Diederik J.H. van Dijk (born 22 November 1971 in Driebergen-Rijsenburg) is a Dutch non-executive director and a politician of the Reformed Political Party (SGP). Since 9 June 2015 he has been a member of the Senate.

Van Dijk studied law at Utrecht University. Since 1996, he has been a policy assistant to the Reformed Political Party fraction in the House of Representatives, dealing with foreign affairs, defense, European affairs, infrastructure and environment.
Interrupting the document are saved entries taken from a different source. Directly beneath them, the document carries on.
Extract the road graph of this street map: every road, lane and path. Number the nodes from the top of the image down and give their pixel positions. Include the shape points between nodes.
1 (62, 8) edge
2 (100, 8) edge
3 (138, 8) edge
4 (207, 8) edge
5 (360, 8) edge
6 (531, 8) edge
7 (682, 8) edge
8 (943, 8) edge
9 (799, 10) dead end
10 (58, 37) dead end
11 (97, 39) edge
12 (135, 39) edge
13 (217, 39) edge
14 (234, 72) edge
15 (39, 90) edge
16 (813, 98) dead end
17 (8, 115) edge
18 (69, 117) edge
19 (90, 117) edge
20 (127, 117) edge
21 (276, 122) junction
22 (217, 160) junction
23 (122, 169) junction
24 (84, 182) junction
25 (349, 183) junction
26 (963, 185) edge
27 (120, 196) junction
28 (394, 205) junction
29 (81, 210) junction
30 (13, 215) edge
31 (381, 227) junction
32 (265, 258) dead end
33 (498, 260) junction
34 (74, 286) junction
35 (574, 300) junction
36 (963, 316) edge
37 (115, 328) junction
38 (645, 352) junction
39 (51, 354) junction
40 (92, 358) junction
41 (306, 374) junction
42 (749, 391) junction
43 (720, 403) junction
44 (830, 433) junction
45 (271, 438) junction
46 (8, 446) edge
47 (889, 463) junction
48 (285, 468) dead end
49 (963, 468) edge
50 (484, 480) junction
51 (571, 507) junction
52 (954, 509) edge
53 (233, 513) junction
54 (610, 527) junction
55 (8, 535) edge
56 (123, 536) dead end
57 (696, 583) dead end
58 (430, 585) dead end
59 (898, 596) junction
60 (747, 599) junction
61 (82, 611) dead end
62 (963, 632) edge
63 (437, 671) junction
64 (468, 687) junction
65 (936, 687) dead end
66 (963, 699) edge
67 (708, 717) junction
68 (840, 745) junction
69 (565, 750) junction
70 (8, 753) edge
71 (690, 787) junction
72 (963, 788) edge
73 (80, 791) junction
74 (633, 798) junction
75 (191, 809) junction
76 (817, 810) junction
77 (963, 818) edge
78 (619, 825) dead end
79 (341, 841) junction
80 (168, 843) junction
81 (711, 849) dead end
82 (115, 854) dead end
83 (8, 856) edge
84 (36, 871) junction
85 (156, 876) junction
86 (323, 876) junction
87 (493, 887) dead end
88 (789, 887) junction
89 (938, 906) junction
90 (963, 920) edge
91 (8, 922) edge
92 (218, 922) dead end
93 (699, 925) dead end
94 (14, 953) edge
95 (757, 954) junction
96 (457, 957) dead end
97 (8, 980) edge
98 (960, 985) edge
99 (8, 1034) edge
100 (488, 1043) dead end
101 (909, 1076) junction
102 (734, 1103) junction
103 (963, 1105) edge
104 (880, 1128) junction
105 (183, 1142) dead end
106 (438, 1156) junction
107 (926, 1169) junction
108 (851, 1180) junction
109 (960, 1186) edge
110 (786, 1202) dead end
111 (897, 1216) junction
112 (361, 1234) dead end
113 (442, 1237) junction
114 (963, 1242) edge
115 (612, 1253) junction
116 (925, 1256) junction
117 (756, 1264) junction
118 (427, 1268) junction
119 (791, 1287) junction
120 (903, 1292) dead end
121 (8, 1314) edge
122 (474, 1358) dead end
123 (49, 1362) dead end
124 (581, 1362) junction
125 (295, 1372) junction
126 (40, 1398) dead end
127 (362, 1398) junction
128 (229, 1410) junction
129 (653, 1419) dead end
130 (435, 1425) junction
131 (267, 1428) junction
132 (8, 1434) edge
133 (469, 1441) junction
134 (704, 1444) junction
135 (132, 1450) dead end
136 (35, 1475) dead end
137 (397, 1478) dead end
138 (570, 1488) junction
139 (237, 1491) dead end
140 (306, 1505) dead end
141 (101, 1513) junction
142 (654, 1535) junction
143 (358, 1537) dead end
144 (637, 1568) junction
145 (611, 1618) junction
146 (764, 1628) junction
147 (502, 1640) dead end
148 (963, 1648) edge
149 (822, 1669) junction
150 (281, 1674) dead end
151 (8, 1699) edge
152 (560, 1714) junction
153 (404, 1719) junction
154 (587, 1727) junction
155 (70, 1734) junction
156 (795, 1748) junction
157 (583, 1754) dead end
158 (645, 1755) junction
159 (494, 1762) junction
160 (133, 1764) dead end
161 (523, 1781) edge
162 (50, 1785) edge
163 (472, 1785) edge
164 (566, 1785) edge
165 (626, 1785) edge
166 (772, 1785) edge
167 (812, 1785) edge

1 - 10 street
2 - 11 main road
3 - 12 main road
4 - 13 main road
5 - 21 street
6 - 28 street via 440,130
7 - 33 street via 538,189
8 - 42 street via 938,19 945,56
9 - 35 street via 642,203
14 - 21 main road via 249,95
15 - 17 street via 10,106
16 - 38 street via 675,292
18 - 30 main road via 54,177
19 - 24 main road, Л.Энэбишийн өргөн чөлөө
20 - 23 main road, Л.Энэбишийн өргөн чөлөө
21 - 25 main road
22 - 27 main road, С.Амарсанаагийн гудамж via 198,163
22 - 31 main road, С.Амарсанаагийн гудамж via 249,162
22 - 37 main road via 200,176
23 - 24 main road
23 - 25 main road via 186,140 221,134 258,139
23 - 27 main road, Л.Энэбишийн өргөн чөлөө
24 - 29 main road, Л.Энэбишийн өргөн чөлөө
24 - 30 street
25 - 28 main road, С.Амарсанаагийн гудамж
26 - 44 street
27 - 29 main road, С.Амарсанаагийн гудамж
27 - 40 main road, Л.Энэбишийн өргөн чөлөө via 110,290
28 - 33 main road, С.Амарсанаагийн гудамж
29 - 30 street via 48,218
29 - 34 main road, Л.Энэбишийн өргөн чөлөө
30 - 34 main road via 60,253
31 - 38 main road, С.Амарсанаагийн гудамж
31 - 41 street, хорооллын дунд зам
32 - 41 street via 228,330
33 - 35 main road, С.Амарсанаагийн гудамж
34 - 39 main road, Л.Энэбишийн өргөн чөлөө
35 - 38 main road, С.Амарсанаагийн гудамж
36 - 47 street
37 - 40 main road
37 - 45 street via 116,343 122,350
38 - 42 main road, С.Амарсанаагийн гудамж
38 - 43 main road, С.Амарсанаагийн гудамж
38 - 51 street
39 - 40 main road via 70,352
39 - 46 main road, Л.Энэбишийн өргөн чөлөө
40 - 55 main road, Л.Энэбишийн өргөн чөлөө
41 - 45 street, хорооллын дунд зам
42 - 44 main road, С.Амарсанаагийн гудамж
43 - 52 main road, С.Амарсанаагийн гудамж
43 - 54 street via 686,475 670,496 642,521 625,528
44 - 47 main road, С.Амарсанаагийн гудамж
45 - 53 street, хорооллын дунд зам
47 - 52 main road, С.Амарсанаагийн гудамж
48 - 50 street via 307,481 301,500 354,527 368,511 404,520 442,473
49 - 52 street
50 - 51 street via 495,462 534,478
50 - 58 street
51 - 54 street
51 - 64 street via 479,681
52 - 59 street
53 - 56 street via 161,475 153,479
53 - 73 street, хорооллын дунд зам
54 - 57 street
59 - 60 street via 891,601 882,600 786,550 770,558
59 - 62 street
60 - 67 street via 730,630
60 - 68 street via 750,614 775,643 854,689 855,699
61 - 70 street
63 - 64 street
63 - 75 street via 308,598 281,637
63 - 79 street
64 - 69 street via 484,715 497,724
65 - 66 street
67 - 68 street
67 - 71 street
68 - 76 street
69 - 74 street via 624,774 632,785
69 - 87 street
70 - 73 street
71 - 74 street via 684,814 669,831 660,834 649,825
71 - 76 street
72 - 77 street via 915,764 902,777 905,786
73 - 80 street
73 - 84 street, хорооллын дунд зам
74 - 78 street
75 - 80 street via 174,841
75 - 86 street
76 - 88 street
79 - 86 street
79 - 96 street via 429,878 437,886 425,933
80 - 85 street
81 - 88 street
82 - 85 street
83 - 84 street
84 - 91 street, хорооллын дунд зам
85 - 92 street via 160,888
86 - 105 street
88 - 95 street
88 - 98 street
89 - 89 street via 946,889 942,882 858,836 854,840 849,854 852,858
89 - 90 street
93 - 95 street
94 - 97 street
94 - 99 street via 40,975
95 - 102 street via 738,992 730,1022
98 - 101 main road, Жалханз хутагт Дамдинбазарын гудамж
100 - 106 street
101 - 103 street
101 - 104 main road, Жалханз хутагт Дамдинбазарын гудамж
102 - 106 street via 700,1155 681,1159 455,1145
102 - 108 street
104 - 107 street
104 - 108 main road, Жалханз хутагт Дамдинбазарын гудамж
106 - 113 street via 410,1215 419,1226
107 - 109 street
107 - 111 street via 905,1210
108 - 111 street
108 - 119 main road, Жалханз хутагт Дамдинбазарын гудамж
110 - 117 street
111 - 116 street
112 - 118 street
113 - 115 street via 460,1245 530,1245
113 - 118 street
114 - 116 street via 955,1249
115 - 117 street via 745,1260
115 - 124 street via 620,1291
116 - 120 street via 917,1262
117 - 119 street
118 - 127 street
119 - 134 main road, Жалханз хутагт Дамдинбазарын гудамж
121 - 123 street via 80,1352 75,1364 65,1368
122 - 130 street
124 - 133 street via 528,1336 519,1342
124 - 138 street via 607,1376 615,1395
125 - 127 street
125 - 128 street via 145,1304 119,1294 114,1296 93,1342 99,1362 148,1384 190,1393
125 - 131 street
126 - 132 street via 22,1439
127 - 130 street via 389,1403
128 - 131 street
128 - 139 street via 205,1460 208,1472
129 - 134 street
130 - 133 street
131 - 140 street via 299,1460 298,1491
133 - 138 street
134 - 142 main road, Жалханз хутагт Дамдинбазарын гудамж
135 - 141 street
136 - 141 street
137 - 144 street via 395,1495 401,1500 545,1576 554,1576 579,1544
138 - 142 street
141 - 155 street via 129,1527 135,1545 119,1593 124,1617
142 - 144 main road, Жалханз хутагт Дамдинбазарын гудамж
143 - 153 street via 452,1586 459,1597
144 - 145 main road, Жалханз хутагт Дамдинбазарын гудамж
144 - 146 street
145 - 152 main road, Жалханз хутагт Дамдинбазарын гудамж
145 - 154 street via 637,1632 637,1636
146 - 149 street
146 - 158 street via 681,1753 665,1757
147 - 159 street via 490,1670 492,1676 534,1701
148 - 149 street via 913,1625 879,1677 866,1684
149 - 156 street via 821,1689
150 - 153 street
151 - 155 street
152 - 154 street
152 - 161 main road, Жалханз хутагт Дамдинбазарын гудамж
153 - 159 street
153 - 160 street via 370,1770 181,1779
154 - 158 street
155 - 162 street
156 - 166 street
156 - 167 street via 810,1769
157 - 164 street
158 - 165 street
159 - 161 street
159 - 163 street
In the past, he was among others chair of the Reformed Political Party election committee in The Hague, a member of the board of directors of the Reformed teachers' college Driestar Hogeschool at Gouda, and an elder as well as chair of the diaconate in the Dutch Reformed Bethlehemkerk at The Hague. Nowadays he is among others a member of the supervisory board of the Reformed news media company Erdee Media Groep as well as of the care facilities Sorg and Lelie Zorggroep, and an elder in the Restored Reformed Church at Waddinxveen.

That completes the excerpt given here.